----- Source records

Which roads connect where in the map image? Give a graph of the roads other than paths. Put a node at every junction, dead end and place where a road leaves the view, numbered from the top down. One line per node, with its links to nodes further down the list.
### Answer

----------
----- Source records

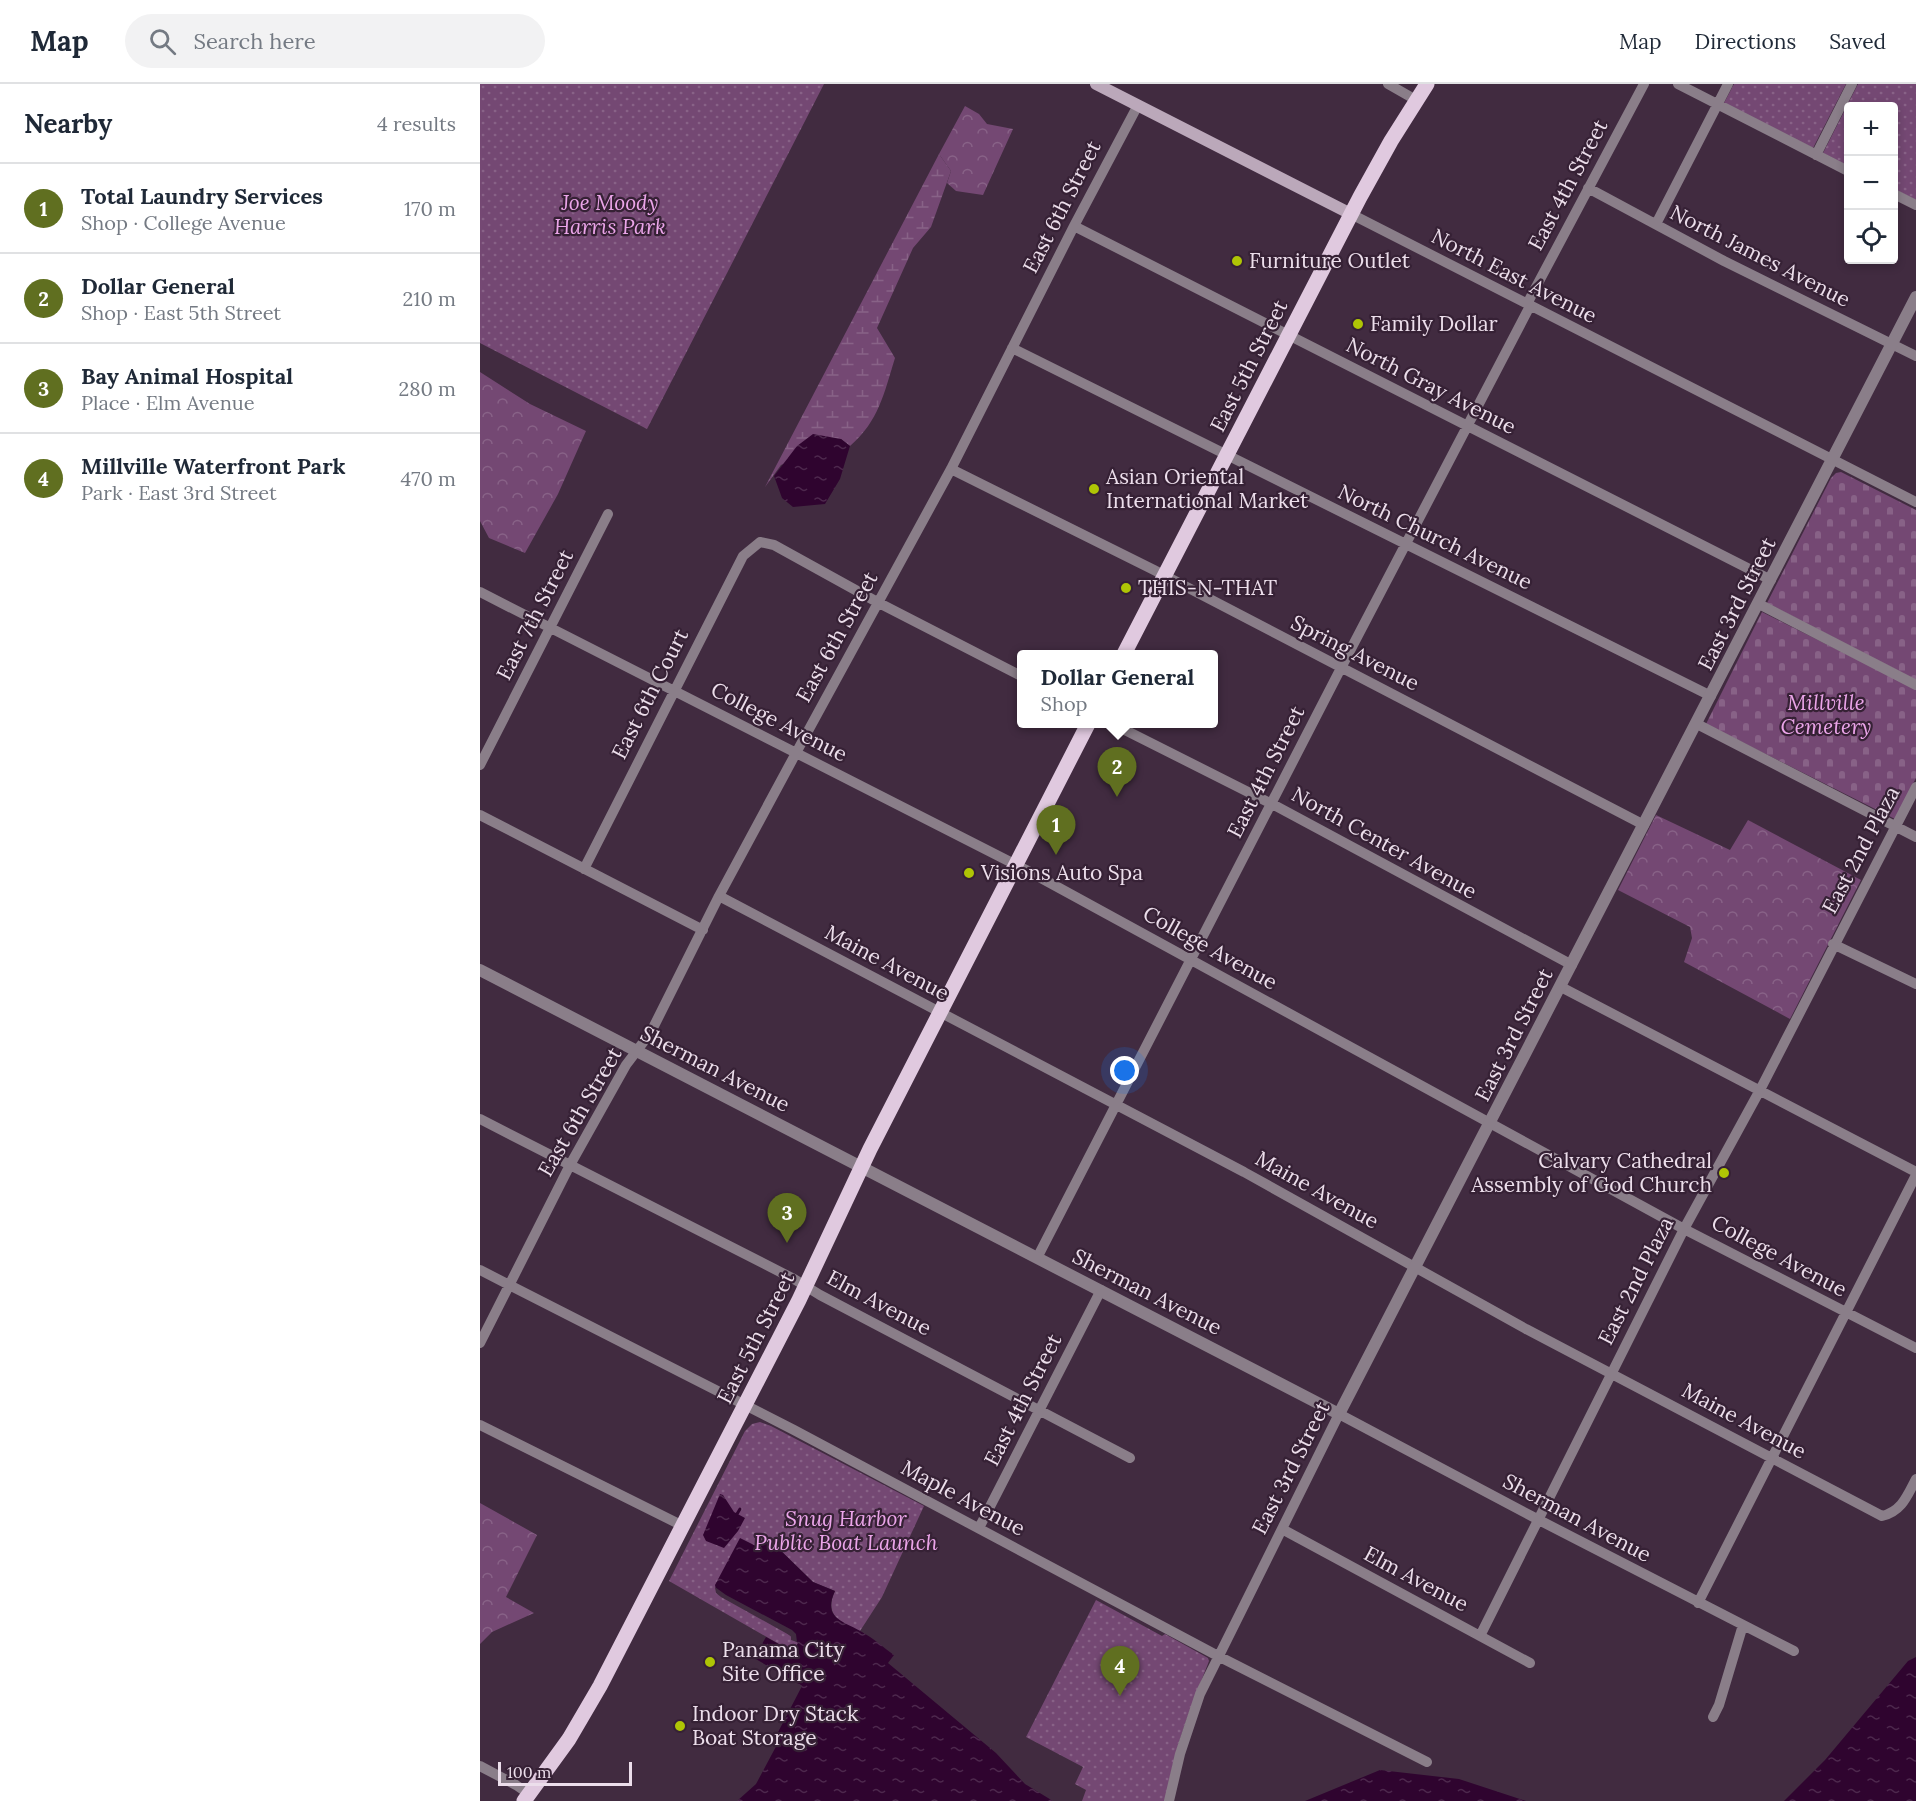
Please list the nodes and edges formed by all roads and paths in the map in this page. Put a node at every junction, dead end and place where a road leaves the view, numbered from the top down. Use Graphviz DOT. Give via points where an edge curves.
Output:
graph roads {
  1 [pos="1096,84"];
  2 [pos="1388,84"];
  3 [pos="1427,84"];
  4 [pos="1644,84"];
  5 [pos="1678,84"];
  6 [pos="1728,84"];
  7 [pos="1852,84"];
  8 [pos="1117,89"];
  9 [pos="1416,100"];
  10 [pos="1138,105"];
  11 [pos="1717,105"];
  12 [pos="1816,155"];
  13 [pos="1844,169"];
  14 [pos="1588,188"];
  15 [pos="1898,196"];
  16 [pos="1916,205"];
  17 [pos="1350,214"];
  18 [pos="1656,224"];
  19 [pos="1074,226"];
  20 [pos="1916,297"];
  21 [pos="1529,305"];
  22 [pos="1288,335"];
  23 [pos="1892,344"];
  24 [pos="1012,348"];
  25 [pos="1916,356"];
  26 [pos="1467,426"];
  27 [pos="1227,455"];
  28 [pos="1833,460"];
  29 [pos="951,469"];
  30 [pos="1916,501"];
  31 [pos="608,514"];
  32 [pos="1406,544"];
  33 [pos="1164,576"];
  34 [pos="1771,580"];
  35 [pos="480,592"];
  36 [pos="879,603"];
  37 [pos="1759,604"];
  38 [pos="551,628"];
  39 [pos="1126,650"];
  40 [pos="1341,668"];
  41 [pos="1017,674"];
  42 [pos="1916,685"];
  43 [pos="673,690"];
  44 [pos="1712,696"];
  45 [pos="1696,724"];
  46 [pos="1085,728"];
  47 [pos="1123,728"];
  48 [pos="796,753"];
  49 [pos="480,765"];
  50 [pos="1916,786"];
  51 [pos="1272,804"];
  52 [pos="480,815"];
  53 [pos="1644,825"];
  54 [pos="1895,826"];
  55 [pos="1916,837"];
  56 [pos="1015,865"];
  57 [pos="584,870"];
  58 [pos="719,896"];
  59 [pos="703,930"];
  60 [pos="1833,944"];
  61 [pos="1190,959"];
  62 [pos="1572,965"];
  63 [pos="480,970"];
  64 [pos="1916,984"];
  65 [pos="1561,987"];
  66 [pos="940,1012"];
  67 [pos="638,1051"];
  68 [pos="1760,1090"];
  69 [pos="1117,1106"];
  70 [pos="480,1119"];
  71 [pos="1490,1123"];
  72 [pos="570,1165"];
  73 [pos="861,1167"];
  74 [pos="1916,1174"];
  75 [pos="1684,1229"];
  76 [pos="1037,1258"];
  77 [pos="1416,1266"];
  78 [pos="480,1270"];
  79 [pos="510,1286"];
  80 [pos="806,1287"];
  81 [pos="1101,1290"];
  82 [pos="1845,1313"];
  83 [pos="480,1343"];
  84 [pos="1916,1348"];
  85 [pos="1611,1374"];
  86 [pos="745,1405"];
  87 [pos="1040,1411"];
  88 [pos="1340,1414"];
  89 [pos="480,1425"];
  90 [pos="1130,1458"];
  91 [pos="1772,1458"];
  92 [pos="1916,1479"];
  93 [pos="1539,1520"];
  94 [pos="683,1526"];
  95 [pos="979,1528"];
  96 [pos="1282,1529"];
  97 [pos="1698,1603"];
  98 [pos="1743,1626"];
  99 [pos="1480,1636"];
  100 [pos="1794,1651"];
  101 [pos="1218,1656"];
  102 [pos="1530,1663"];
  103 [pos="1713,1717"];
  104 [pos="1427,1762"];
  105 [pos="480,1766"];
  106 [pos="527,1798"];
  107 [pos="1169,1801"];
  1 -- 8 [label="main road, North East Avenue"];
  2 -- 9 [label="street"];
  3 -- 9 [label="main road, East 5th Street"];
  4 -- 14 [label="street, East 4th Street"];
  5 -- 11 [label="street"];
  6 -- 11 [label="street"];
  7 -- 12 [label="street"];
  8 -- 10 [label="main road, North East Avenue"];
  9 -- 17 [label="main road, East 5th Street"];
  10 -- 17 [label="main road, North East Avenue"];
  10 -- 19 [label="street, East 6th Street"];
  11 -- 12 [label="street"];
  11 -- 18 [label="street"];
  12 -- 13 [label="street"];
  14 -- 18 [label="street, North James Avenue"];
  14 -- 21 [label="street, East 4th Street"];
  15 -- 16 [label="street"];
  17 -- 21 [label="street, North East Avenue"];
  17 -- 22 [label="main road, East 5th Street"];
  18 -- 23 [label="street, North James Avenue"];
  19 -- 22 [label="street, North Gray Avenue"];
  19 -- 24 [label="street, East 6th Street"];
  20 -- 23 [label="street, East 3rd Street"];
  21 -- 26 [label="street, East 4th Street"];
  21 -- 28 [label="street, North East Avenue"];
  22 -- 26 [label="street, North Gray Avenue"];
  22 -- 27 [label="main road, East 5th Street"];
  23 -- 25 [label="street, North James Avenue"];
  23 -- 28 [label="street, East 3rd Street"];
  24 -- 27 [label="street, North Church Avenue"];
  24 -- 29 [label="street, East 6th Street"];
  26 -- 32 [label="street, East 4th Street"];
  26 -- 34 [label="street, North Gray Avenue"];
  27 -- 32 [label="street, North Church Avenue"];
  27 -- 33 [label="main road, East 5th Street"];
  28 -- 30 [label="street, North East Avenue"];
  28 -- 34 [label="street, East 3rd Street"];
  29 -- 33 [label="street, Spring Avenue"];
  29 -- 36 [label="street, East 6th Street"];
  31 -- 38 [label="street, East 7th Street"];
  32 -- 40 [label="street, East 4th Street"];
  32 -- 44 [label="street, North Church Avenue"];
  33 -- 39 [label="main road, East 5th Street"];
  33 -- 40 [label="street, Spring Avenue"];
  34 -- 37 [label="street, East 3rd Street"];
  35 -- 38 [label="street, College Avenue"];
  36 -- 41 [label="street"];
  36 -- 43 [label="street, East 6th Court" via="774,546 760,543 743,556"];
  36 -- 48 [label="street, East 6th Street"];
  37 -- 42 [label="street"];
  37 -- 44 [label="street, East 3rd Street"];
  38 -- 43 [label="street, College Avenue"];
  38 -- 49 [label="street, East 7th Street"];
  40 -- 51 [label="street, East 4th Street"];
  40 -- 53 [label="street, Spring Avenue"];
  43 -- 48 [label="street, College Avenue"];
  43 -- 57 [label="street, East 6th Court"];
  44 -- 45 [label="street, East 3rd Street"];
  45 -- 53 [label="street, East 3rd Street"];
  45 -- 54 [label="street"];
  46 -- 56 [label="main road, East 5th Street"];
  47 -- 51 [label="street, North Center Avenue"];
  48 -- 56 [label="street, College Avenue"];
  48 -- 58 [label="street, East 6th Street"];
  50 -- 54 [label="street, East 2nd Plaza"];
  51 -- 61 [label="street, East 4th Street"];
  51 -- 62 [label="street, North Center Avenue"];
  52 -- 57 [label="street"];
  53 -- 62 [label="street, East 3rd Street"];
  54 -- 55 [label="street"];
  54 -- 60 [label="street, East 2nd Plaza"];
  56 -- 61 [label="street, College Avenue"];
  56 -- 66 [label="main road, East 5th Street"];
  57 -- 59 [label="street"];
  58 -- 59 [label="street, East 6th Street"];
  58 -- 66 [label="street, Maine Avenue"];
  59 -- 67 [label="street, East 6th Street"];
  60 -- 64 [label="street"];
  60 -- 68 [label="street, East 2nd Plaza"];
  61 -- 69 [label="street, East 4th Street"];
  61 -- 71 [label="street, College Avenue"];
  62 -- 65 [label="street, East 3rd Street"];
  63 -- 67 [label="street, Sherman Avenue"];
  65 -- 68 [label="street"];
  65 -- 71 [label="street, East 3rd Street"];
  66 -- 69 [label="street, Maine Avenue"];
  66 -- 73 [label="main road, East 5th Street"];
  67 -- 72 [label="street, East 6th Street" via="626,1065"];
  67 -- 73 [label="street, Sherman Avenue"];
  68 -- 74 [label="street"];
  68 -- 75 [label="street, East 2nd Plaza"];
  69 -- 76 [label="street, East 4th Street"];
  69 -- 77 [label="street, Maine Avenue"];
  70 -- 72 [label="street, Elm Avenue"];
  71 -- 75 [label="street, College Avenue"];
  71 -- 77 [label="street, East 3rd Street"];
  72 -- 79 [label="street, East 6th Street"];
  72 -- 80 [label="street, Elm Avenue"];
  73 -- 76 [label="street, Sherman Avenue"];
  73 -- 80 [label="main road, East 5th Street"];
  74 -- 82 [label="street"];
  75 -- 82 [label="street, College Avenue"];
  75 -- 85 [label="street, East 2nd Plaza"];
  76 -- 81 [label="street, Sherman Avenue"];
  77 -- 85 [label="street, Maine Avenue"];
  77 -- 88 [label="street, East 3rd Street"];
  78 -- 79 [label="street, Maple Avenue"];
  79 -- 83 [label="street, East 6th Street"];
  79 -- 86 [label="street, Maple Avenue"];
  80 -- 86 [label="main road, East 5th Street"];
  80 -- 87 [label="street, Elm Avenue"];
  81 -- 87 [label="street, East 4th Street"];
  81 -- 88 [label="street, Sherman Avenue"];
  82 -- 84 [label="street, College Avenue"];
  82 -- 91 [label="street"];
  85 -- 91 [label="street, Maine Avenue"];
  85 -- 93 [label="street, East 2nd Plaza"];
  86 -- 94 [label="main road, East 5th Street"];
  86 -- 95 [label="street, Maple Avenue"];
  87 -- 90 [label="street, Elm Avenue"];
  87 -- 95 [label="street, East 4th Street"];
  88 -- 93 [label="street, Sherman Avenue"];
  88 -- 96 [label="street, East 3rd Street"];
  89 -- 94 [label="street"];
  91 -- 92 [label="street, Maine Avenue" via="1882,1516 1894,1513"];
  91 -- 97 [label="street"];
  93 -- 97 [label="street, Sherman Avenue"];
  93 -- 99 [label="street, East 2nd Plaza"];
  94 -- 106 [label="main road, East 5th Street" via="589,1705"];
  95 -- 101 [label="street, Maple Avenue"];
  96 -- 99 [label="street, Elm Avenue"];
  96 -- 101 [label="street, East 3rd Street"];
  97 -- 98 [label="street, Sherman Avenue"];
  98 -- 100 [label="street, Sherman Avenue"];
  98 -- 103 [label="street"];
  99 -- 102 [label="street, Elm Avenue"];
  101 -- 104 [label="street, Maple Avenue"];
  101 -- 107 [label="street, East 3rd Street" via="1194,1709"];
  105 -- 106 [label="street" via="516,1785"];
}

----------

How to complete this task » Pick out and copy the lines of the material that include the word "view".

Output of the exercise »
Which roads connect where in the map image? Give a graph of the roads other than paths. Put a node at every junction, dead end and place where a road leaves the view, numbered from the top down. One line per node, with its links to nodes further down the list.
Please list the nodes and edges formed by all roads and paths in the map in this page. Put a node at every junction, dead end and place where a road leaves the view, numbered from the top down. Use Graphviz DOT. Give via points where an edge curves.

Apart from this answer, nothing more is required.